At 11:08 AM -0800 2006-03-03, Harold Paulson wrote:
...for your resume first, and was suggesting a solution I thought was both useful, and more...correct.
You were saying that a non-existant magic mechanism should be
used for the MTA to know exactly how the MLM would react to a given message.
That's what I was shooting down.
I did meet Eric Allman once. He
seemed nice.
I've met Eric on several occasions, and I like to think that I've
had a pretty good relationship with him and the company -- since before the company existed.
Please provide evidence for your claims.
You will have to forgive me because I have only been on the `net for a minute or two, and never worked for AOL, but don't you sort of water this down below and - at the perilous risk of putting words in your mouth - agree that this is entirely possible, but, maybe a little work?
Not really. As I said, a policy daemon solution won't work very
well -- you have to use an SMTPD_PROXY or LMTP solution instead.

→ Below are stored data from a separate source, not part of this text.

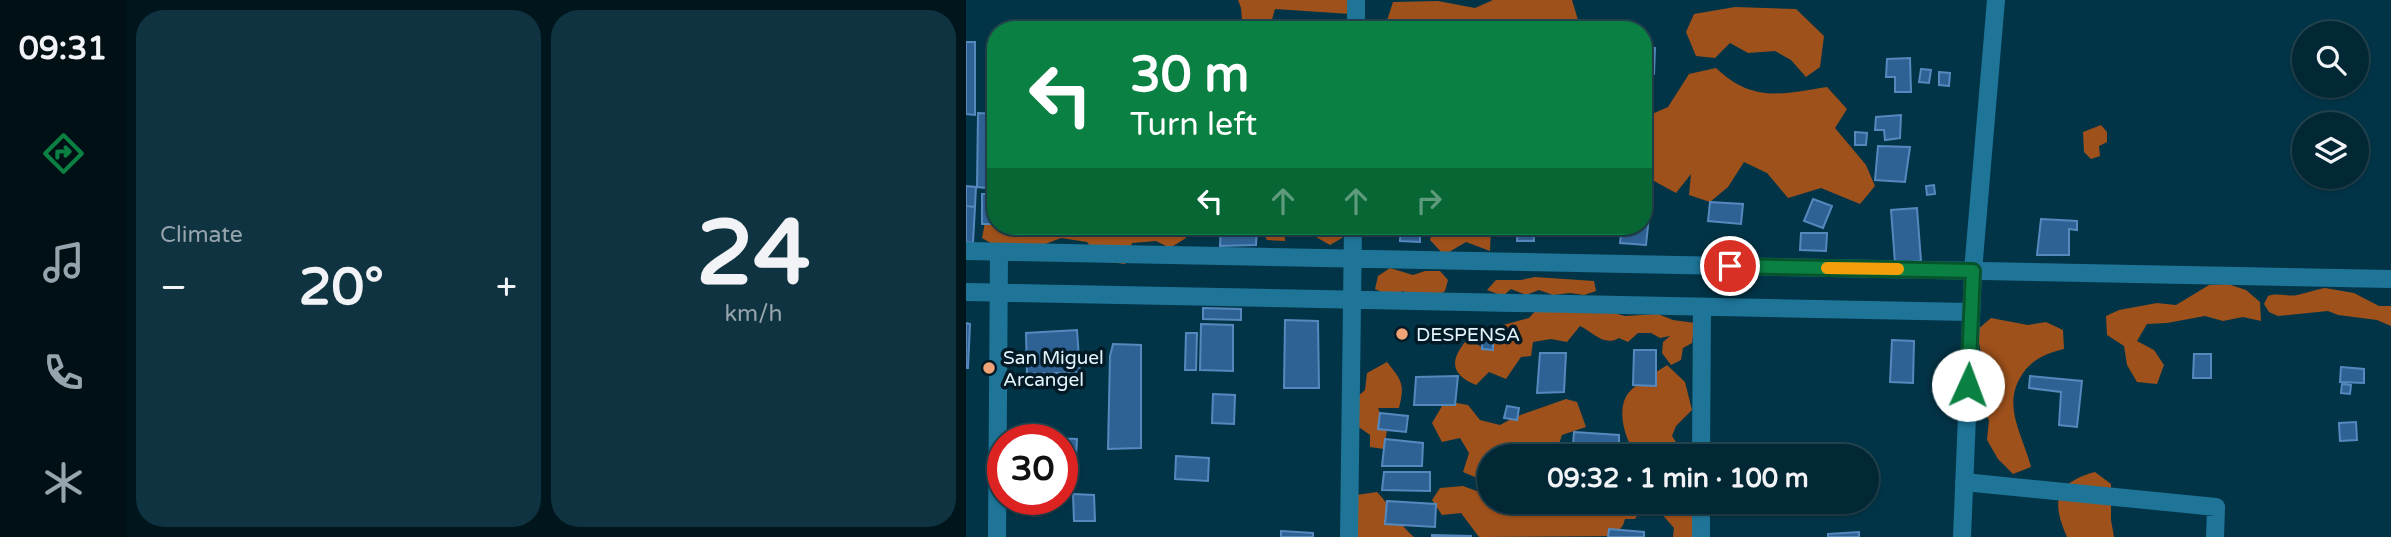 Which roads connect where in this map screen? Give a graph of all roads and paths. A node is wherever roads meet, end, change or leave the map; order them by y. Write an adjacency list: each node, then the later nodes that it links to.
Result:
1 (1356, 0): 3 (street)
2 (1996, 0): 8 (street)
3 (1356, 21)
4 (1353, 235): 7 (street)
5 (966, 251): 6 (street)
6 (999, 252): 7 (street); 11 (street)
7 (1352, 259): 8 (street); 12 (street)
8 (1973, 271): 9 (street); 14 (street)
9 (2391, 279)
10 (966, 292): 11 (street)
11 (999, 292): 12 (street); 18 (street)
12 (1353, 300): 13 (street); 19 (street)
13 (1702, 307): 14 (street); 15 (street)
14 (1970, 312): 16 (street)
15 (1701, 444)
16 (1964, 482): 21 (street); 22 (street)
17 (1701, 514): 20 (street)
18 (997, 537)
19 (1349, 537)
20 (1701, 537)
21 (1962, 537)
22 (2215, 537)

In either case, you don't have a pre-existing magic mechanism
where the MTA automatically knows precisely how the MLM will react to a given message. Instead, you've got a lot more work ahead of you to make use of a mechanism that MTAs may make available, but which has never existed for Mailman.
That would be nice, but Mailman does not, in fact, maintain such a map. It has a procedure that it goes through to determine if the user is a subscriber or should otherwise be moderated or the message should be rejected, but there is no easy "map" for this process.
Ok, maybe it's not an MTA-ready map, but Mailman looks up the sender in it's subscriber database when it gets a message to a members only list, right?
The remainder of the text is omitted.